Material can be considered either elastic or brittle in nature. A brittle material can take load with little or no apparent deformation. At some point as a load is increased, it will exceed the material’s capacity and failure occurs. This failure can be very sudden and catastrophic in nature. Materials that are examples of brittle behavior include cement plaster and masonry. Elastic behavior is the opposite: When a material deforms under load, it retains its structural capacity up to its yield point. If that load is removed, the material returns to its original shape. A yield point occurs when there is a permanent “set” or yielding, and the material remains deformed after the load is removed. Material that has yielded still has the capacity to carry load, but as loads increase, the deformations increase eventually exceeding the capacity of the material, and failure occurs. Steel is an example of a material that exhibits this behavior.

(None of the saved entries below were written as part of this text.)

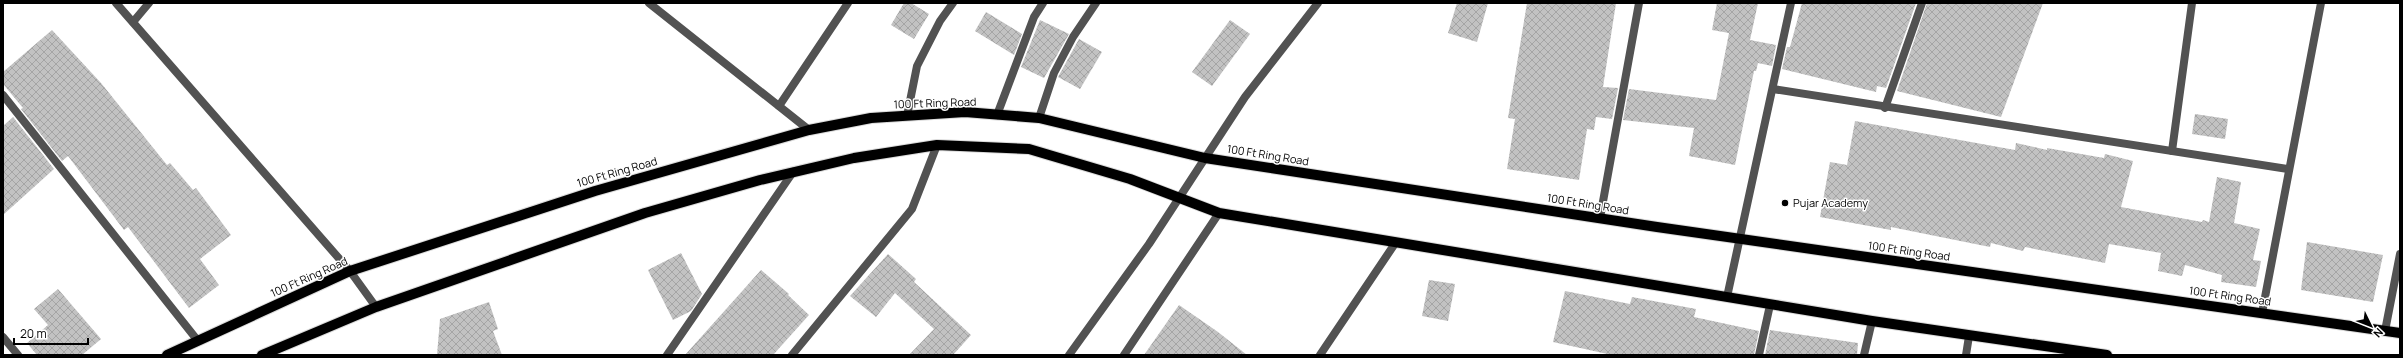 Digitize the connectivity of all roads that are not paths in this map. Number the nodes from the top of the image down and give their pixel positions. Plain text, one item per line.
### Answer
1 (116, 3) edge
2 (149, 3) edge
3 (649, 3) edge
4 (848, 3) edge
5 (953, 3) edge
6 (1043, 3) edge
7 (1096, 3) edge
8 (1318, 3) edge
9 (1639, 3) edge
10 (1791, 3) edge
11 (1922, 3) edge
12 (2192, 3) edge
13 (2321, 3) edge
14 (658, 6) edge
15 (133, 22) junction
16 (1773, 89) junction
17 (3, 95) edge
18 (779, 106) junction
19 (1885, 108) junction
20 (997, 115) junction
21 (907, 116) junction
22 (1039, 118) junction
23 (809, 130) junction
24 (937, 145) junction
25 (2172, 151) junction
26 (1205, 158) junction
27 (2288, 169) junction
28 (793, 172) junction
29 (1179, 198) junction
30 (1219, 213) junction
31 (1600, 218) junction
32 (1740, 238) junction
33 (1396, 242) junction
34 (2400, 254) edge
35 (350, 271) junction
36 (1727, 297) junction
37 (1770, 305) junction
38 (376, 307) junction
39 (2262, 313) junction
40 (1872, 322) junction
41 (2385, 331) junction
42 (2400, 333) edge
43 (1969, 336) junction
44 (3, 337) edge
45 (198, 341) junction
46 (18, 355) edge
47 (167, 355) edge
48 (262, 355) edge
49 (667, 355) edge
50 (792, 355) edge
51 (1070, 355) edge
52 (1124, 355) edge
53 (1320, 355) edge
54 (1759, 355) edge
55 (1864, 355) edge
56 (1966, 355) edge
57 (2108, 355) edge

1 - 15 street
2 - 15 street
3 - 14 street
4 - 18 street
5 - 21 street
6 - 20 street
7 - 22 street
8 - 26 street
9 - 31 street
10 - 16 street
11 - 19 street
12 - 25 street
13 - 27 street
14 - 18 street
15 - 35 street
16 - 19 street
16 - 32 street
17 - 45 street
18 - 23 street
19 - 25 street
20 - 21 main road, 100 Ft Ring Road
20 - 22 main road, 100 Ft Ring Road
21 - 23 main road, 100 Ft Ring Road
22 - 26 main road, 100 Ft Ring Road
23 - 35 main road, 100 Ft Ring Road
24 - 28 main road
24 - 29 main road
24 - 50 street
25 - 27 street
26 - 29 street
26 - 31 main road, 100 Ft Ring Road
27 - 39 street
28 - 38 main road
28 - 49 street
29 - 30 main road
29 - 51 street
30 - 33 main road
30 - 52 street
31 - 32 main road, 100 Ft Ring Road
32 - 36 street
32 - 39 main road, 100 Ft Ring Road
33 - 36 main road
33 - 53 street
34 - 41 street
35 - 38 street
35 - 45 main road, 100 Ft Ring Road
36 - 37 main road
37 - 40 main road
37 - 54 street
38 - 48 main road
39 - 41 main road, 100 Ft Ring Road
40 - 43 main road
40 - 55 street
41 - 42 main road, 100 Ft Ring Road
43 - 56 street
43 - 57 main road
44 - 46 street
45 - 47 main road, 100 Ft Ring Road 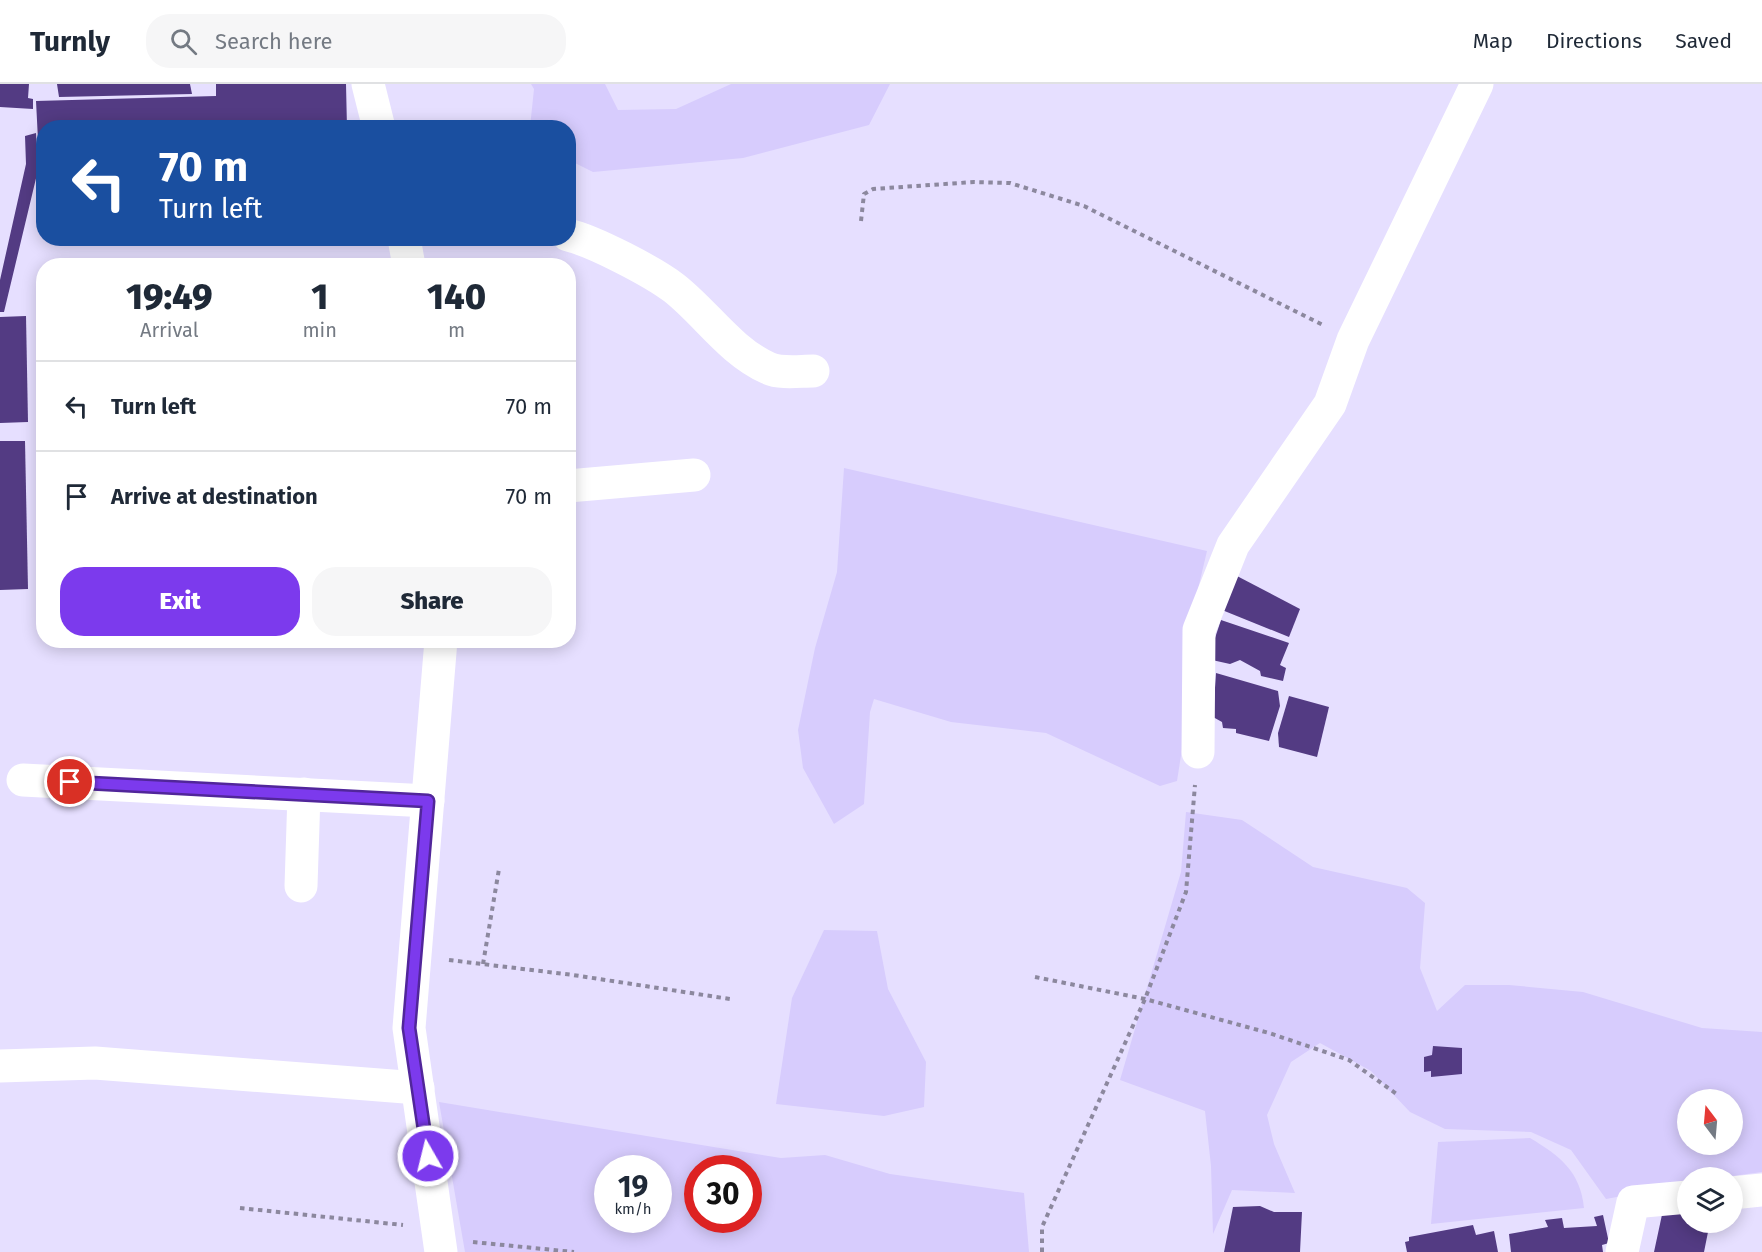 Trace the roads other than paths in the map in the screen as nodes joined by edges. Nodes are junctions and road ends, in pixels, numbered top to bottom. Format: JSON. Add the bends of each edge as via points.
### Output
{"nodes":[{"id":1,"x":368,"y":84,"type":"edge"},
{"id":2,"x":1477,"y":84,"type":"edge"},
{"id":3,"x":377,"y":120,"type":"edge"},
{"id":4,"x":576,"y":237,"type":"edge"},
{"id":5,"x":813,"y":371,"type":"dead end"},
{"id":6,"x":694,"y":475,"type":"dead end"},
{"id":7,"x":576,"y":485,"type":"edge"},
{"id":8,"x":440,"y":648,"type":"edge"},
{"id":9,"x":1198,"y":752,"type":"road end"},
{"id":10,"x":23,"y":780,"type":"dead end"},
{"id":11,"x":304,"y":794,"type":"junction"},
{"id":12,"x":428,"y":801,"type":"junction"},
{"id":13,"x":301,"y":886,"type":"dead end"},
{"id":14,"x":0,"y":1066,"type":"edge"},
{"id":15,"x":418,"y":1088,"type":"junction"},
{"id":16,"x":1762,"y":1191,"type":"edge"},
{"id":17,"x":1743,"y":1192,"type":"edge"},
{"id":18,"x":1677,"y":1198,"type":"edge"},
{"id":19,"x":440,"y":1238,"type":"edge"},
{"id":20,"x":1622,"y":1252,"type":"edge"}],
"edges":[{"from":1,"to":3,"type":"street"},
{"from":2,"to":9,"type":"street","via":[[1353,340],[1330,404],[1233,545],[1199,630]]},
{"from":4,"to":5,"type":"street","via":[[674,288],[729,341],[768,369]]},
{"from":6,"to":7,"type":"street"},
{"from":8,"to":12,"type":"street"},
{"from":10,"to":11,"type":"street"},
{"from":11,"to":12,"type":"street"},
{"from":11,"to":13,"type":"street"},
{"from":12,"to":15,"type":"street","via":[[409,1028]]},
{"from":14,"to":15,"type":"street","via":[[95,1064]]},
{"from":15,"to":19,"type":"street"},
{"from":16,"to":17,"type":"street"},
{"from":18,"to":20,"type":"street","via":[[1633,1202]]}]}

Another way of looking at this is if three different products were made, but all three had the exact same shape. One product was made of concrete, one of steel, and one was wood. The shape of all three was the same, 2 inches in breadth and 4 inches in height. Intuitively, all three will behave differently under an applied load. This is due to differing material properties.
In wall design, there are two prime structural considerations. One is the stiffness of the wall, and the other is the wall’s strength. The stiffness governs how much the wall will move under load or how much it will deflect. Deflection limits are placed on the wall to control cracking of the finish materials. The more brittle the finish material is, the less the wall is allowed to move. Plaster and tile are examples of brittle finish materials whereas gypsum panels fall into the more elastic category and are allowed to deflect more. The cracking of finish materials is a serviceability issue and does not imply a structural failure of the wall itself. Wall strength governs the load capacity of the system. These loads can be axial loads as in bearing walls or lateral loads as in wind forces on exterior curtain walls. The dimensions of a wall that is governed by strength will generally exceed the deflection limits for both brittle and elastic finishes.
The material property that predicts stiffness is MOE, or Modulus of Elasticity. The higher the MOE number, the greater the elastic response. Steel has the highest value of the three examples of wood, steel and gypsum board. Gypsum board has the lowest, and for wood it varies with the species. The MOE of steel is approximately 20 times that of wood and 100 times that of gypsum board. The property relating to the geometric shape that predicts stiffness is Moment of Inertia signified by “I.” The deeper the framing member, the greater its resistance to deflection. That can be seen in the calculation to determine the “I.” The formula for a rectangular shape is bh3/12, where “b” is the breadth (width) and “h” is the height (depth) of the member. The higher the value of “I,” the greater the resistance to deflection, resulting in the height (depth) of the member having the most impact.
Exceeding the strength limits on the wall does consider the structural failure of the wall itself. In this case, the material property that is considered is called yield stress. This is the measure of a material’s ability to handle an applied load without permanent deformation. Steel has the highest yield strength of the three materials given in the prior example. Wood will vary with the species and whether the lumber is “dimensional” or engineered. The property relating to the geometric shape that predicts strength of the product or a component is its Section Modulus or “S.” The calculation to determine “S” is based on the shape’s “I.”